--- PROBLEM ---
Gather all lines in the data that hold the string "УЛИЦА".

(Beginning of AVAILABLE DATA)

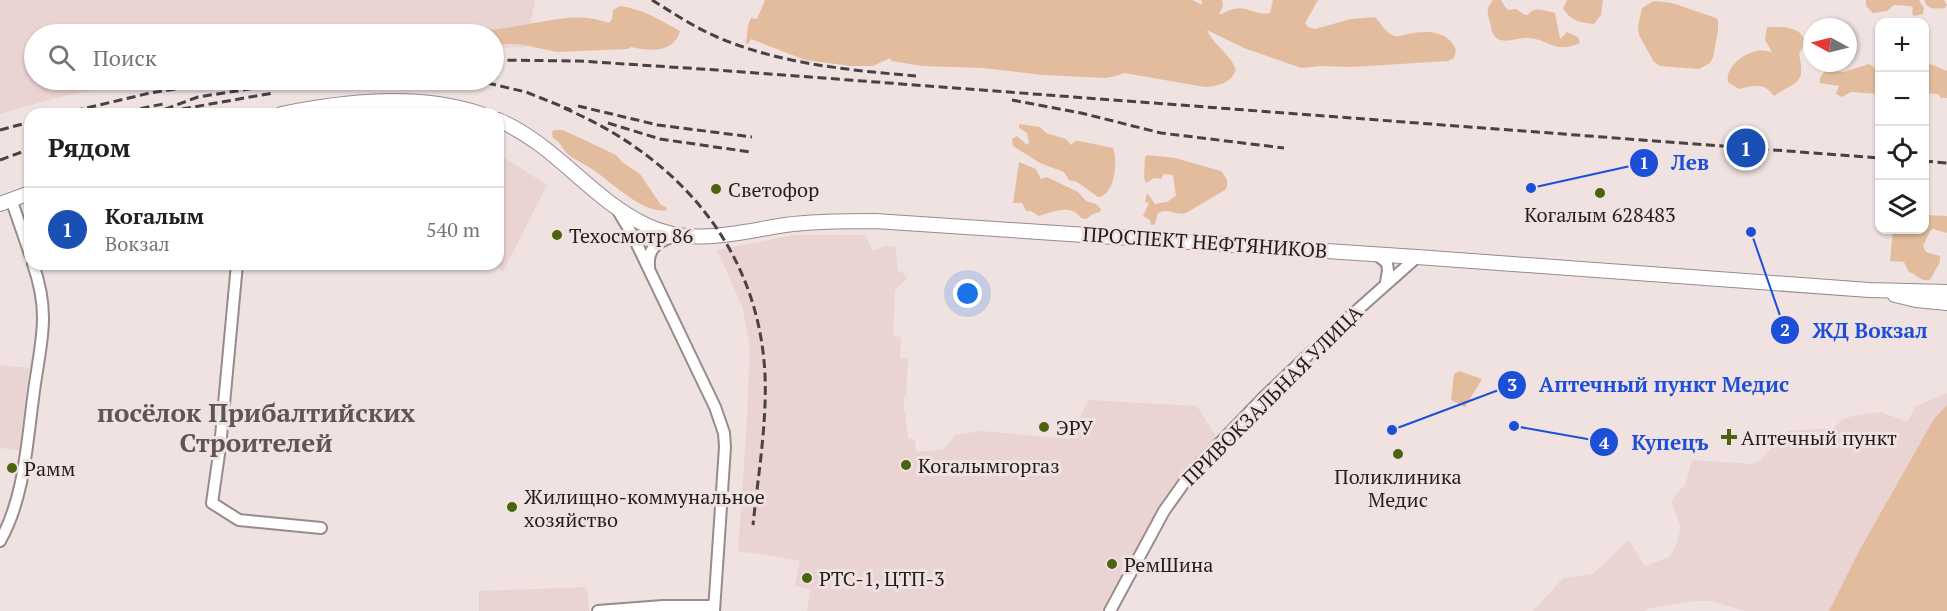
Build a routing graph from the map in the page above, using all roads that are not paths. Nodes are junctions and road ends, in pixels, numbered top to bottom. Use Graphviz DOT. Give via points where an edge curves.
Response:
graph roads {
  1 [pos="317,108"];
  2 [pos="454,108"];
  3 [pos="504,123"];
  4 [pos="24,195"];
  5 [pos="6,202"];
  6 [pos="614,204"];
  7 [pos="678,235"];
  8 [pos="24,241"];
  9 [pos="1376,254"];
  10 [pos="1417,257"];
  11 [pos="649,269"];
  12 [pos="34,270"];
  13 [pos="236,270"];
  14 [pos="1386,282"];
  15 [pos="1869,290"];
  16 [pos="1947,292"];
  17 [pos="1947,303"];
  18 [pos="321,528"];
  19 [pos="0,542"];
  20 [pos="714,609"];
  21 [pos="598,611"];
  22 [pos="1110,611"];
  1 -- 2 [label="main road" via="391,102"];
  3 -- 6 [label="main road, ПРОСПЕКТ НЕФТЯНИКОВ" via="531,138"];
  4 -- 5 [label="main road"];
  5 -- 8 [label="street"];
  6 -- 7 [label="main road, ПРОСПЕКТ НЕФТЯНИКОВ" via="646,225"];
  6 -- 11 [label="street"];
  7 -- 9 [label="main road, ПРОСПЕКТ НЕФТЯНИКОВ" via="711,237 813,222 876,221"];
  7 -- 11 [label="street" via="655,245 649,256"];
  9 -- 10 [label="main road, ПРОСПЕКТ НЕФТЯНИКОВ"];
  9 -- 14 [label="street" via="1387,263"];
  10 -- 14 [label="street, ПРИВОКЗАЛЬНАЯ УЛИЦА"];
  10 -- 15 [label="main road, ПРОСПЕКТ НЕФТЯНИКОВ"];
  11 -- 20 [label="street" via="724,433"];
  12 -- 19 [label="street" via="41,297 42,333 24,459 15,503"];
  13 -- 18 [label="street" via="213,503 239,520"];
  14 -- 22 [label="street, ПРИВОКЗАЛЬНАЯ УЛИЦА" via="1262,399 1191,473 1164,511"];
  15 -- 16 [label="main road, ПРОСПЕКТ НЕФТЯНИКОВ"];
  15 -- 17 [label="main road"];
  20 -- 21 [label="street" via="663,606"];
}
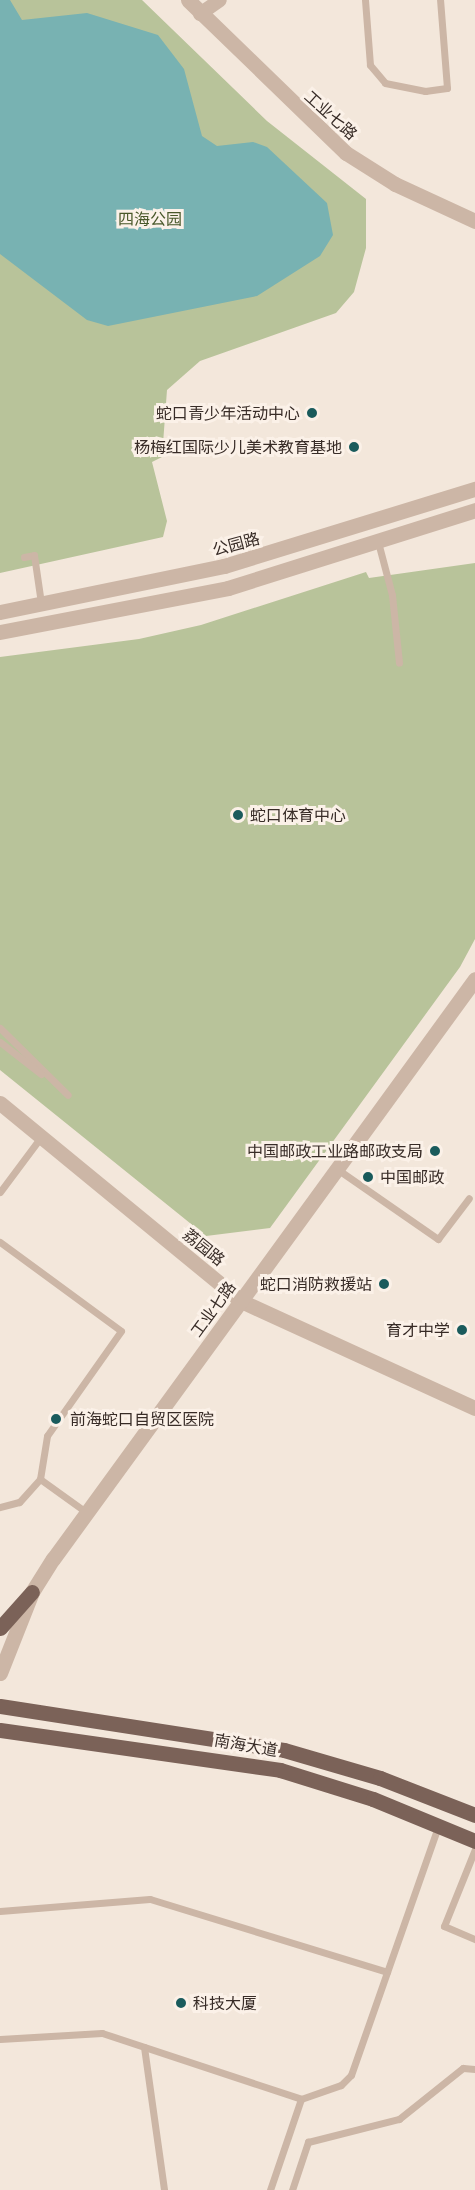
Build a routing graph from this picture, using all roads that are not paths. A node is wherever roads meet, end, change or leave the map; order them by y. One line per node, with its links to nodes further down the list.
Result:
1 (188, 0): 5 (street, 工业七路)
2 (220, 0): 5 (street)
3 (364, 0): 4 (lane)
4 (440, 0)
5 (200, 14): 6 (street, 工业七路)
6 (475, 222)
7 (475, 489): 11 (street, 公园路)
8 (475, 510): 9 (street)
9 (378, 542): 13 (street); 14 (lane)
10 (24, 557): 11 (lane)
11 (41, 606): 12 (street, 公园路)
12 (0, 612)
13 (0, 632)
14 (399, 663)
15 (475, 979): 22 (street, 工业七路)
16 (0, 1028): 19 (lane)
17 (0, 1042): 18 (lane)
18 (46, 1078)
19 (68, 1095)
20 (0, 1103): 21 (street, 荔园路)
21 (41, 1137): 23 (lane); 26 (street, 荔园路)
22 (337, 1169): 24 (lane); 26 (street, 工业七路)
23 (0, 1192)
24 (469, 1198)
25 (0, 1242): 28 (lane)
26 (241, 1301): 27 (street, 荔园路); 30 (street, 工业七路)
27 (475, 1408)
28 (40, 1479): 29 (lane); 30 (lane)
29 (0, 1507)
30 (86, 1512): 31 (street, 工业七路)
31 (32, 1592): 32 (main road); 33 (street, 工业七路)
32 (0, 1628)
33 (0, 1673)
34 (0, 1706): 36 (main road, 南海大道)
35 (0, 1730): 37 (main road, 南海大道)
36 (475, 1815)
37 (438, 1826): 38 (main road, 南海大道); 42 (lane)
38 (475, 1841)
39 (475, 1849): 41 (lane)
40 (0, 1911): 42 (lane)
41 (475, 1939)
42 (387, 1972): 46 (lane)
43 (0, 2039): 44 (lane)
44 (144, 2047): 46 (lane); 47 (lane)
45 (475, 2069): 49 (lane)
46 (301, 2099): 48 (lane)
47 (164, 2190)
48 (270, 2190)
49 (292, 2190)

(End of AVAILABLE DATA)

--- SOLUTION FOR THIS PROBLEM ---
  10 -- 14 [label="street, ПРИВОКЗАЛЬНАЯ УЛИЦА"];
  14 -- 22 [label="street, ПРИВОКЗАЛЬНАЯ УЛИЦА" via="1262,399 1191,473 1164,511"];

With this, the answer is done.